→ Required action
Sift through the material below and return the lines with "Magallanes".

→ Input records
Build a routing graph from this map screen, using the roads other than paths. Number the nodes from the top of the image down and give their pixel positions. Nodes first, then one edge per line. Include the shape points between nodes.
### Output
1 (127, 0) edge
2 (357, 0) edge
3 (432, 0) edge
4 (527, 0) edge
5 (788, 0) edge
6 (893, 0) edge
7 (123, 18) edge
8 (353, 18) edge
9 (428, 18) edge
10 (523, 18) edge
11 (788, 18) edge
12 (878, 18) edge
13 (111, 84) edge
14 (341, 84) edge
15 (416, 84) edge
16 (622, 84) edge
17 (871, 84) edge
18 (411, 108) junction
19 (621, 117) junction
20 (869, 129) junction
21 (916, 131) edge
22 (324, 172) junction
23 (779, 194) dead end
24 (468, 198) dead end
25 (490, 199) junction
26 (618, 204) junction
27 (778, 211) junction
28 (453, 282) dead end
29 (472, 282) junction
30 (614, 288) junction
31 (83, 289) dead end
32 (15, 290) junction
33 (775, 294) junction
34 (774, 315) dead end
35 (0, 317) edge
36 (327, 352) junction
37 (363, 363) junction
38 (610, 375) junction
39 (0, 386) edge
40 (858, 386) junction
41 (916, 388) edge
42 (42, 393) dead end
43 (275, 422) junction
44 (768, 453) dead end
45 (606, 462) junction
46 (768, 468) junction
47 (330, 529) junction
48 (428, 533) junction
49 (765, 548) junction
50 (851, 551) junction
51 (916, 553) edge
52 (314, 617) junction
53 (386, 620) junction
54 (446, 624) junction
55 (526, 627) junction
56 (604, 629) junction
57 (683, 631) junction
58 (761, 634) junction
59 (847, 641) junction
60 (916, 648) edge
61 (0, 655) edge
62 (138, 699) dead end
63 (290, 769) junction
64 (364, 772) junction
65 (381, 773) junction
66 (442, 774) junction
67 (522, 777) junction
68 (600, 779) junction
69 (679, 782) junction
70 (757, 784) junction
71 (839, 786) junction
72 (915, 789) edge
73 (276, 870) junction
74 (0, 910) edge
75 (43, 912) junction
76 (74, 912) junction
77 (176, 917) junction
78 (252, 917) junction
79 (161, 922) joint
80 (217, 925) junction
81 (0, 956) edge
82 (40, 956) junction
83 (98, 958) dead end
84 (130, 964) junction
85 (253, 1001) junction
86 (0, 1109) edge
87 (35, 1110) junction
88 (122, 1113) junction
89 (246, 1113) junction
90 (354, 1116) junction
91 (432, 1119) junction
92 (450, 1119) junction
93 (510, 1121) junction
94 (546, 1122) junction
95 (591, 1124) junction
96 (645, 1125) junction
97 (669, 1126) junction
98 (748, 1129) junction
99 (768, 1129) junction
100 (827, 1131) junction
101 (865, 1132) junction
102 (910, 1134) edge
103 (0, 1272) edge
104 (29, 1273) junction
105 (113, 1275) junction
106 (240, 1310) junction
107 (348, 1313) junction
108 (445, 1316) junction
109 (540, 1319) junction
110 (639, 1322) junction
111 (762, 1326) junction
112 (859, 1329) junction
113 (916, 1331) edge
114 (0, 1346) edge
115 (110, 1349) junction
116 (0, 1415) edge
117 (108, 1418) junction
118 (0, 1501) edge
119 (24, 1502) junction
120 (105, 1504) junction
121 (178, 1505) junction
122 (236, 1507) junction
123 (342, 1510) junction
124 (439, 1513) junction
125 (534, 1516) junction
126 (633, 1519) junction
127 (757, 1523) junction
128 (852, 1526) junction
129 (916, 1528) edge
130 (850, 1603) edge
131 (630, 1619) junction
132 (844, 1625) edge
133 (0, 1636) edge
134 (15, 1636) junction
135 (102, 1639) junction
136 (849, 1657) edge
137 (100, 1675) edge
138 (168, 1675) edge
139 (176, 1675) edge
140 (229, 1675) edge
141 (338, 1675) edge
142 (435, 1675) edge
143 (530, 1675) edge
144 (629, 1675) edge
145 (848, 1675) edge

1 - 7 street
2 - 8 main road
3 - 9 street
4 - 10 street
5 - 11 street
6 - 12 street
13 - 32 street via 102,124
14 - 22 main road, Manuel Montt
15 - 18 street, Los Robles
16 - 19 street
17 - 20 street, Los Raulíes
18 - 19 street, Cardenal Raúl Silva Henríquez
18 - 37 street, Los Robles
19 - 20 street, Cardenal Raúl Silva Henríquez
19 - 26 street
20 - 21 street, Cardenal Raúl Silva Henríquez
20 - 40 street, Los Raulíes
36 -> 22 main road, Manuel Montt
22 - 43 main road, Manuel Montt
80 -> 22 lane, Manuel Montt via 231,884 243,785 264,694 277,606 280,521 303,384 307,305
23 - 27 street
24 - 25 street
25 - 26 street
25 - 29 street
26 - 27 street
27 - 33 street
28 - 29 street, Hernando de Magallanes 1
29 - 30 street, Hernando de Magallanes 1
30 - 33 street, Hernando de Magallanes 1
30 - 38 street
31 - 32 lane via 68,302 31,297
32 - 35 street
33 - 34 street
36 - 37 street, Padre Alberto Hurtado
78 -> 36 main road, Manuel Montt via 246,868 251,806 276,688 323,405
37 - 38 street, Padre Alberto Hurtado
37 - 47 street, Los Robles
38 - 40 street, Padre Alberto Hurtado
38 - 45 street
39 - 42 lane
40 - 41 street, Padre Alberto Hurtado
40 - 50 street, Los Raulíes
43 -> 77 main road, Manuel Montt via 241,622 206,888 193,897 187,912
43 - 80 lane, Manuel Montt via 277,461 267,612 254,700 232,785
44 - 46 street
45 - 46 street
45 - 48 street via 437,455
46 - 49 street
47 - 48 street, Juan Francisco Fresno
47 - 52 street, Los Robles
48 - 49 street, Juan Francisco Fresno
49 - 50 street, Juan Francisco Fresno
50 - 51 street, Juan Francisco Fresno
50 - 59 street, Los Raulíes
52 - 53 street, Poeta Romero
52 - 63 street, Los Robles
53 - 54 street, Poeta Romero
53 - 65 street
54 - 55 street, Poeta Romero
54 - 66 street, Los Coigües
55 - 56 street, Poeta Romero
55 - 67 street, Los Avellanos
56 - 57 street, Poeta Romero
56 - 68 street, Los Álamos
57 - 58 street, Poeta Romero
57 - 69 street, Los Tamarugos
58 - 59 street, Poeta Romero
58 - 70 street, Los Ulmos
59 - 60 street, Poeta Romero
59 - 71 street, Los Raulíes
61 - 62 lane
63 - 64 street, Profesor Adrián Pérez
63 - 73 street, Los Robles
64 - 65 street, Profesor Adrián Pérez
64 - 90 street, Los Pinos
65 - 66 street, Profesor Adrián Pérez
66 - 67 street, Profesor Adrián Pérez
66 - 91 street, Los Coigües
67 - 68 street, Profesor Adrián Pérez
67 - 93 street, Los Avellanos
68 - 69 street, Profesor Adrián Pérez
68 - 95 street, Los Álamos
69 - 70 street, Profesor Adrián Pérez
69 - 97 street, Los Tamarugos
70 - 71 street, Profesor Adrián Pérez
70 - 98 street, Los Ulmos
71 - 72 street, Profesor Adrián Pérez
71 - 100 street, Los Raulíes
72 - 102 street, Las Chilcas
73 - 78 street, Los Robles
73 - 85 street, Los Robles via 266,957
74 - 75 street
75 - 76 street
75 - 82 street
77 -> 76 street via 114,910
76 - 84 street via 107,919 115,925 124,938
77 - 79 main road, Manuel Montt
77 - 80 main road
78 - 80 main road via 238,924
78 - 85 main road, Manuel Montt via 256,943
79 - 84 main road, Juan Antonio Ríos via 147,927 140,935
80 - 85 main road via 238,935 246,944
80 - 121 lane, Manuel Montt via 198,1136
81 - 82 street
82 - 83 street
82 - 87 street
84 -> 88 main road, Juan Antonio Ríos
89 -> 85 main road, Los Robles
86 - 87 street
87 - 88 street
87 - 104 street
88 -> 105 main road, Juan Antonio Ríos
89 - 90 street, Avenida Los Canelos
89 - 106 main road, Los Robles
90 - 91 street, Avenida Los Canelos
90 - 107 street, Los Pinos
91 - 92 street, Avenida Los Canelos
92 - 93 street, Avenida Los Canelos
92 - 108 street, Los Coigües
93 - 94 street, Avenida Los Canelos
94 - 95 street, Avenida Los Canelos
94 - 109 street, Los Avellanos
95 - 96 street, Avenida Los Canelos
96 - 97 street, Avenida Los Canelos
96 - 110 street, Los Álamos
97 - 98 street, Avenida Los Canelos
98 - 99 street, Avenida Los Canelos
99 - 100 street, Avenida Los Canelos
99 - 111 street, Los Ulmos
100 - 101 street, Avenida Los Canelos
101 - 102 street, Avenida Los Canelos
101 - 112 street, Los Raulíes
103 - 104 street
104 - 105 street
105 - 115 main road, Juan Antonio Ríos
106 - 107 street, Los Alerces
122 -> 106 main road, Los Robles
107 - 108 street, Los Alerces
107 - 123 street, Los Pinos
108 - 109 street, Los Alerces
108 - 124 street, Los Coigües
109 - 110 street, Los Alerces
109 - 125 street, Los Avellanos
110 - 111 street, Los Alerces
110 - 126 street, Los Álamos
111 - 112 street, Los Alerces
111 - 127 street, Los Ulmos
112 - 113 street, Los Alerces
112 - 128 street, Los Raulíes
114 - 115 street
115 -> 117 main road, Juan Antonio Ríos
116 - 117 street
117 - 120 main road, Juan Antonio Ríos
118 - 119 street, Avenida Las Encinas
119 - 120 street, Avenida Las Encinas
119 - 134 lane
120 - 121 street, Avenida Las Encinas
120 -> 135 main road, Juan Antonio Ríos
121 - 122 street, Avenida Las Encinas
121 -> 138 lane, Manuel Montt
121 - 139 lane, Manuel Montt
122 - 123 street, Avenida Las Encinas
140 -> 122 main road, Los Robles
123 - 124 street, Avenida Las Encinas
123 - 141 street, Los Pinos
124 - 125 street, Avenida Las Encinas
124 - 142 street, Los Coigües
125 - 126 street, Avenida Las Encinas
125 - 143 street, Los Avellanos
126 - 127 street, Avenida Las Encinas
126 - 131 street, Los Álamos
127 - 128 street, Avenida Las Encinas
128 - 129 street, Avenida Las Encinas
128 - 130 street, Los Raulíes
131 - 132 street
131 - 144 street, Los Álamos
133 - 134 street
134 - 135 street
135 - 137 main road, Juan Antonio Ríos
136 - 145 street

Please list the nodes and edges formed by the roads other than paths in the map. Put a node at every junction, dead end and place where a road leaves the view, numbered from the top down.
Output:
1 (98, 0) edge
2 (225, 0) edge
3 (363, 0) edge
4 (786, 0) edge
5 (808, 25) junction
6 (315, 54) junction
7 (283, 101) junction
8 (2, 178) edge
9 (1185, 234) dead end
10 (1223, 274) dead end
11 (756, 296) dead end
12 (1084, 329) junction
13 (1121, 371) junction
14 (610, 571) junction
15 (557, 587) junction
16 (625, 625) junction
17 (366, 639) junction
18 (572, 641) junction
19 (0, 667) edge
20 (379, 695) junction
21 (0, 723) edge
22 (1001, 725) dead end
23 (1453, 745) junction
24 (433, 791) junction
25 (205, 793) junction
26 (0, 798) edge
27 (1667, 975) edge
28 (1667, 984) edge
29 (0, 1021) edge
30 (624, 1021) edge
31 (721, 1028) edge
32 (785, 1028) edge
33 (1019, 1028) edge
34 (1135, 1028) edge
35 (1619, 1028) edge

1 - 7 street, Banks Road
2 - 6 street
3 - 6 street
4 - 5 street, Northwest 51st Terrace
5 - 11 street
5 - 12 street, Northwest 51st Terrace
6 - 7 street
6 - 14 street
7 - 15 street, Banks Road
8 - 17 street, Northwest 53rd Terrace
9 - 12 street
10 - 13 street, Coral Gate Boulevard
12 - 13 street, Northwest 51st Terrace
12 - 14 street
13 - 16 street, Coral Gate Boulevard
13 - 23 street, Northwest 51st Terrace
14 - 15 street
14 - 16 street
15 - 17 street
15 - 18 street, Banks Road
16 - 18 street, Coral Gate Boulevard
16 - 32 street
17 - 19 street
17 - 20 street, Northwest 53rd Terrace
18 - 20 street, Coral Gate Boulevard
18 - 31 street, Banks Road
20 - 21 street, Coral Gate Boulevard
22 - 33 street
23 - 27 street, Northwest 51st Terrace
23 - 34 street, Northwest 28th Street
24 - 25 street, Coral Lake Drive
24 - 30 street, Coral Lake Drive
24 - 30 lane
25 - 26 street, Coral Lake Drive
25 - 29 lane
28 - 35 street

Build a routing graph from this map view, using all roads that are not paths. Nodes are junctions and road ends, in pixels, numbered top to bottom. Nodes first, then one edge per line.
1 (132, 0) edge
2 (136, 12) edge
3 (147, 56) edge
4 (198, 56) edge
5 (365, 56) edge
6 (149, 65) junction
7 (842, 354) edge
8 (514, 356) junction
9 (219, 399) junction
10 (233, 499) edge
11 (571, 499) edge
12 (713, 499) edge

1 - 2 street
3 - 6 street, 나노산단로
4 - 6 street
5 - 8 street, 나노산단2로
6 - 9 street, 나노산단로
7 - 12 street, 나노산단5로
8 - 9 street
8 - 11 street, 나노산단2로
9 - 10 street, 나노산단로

→ Reply to the task
28 - 29 street, Hernando de Magallanes 1
29 - 30 street, Hernando de Magallanes 1
30 - 33 street, Hernando de Magallanes 1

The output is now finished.